** Task inputs follows **
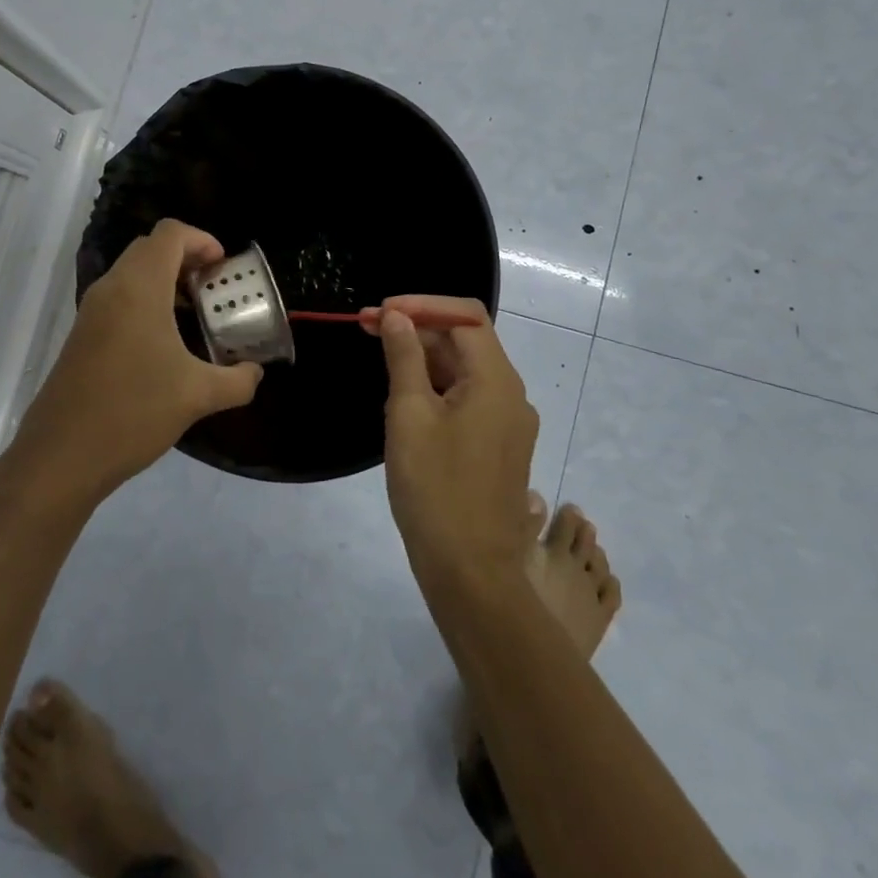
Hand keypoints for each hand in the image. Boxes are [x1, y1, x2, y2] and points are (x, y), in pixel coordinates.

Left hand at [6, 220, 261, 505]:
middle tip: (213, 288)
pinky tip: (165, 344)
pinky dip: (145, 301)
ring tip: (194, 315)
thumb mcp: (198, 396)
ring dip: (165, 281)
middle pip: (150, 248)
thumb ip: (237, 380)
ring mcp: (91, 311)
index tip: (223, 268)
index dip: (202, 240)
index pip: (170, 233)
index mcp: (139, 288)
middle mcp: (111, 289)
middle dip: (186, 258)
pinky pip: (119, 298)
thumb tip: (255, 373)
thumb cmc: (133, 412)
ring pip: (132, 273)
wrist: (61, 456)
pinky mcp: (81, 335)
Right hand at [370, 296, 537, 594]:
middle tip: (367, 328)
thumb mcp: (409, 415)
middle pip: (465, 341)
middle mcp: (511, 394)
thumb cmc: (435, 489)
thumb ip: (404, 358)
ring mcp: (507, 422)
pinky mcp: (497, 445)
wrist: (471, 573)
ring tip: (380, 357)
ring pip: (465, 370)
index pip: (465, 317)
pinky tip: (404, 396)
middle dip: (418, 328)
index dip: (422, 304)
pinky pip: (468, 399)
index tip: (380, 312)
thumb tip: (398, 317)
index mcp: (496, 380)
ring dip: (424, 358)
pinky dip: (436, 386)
** End of Task inputs **
** Task inputs follows **
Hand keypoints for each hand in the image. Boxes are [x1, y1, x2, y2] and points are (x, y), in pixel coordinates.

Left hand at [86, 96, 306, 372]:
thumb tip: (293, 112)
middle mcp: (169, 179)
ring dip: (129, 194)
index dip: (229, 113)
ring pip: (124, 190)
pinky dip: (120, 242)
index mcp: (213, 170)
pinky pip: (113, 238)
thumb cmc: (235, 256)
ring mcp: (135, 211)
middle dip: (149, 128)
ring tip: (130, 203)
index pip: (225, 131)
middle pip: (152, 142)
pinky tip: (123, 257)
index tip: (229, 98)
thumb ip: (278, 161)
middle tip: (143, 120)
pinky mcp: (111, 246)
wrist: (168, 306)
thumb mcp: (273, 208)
** End of Task inputs **
Reproduce, exactly as they stand in the data above, the lines from the one that holds "thumb mcp: (409, 415)" to the one that holds "pinky dip: (436, 386)", inclusive.

thumb mcp: (409, 415)
middle pip: (465, 341)
middle mcp: (511, 394)
thumb cmc: (435, 489)
thumb ip: (404, 358)
ring mcp: (507, 422)
pinky mcp: (497, 445)
wrist: (471, 573)
ring tip: (380, 357)
ring pip: (465, 370)
index pip: (465, 317)
pinky tip: (404, 396)
middle dip: (418, 328)
index dip: (422, 304)
pinky pip: (468, 399)
index tip: (380, 312)
thumb tip: (398, 317)
index mcp: (496, 380)
ring dip: (424, 358)
pinky dip: (436, 386)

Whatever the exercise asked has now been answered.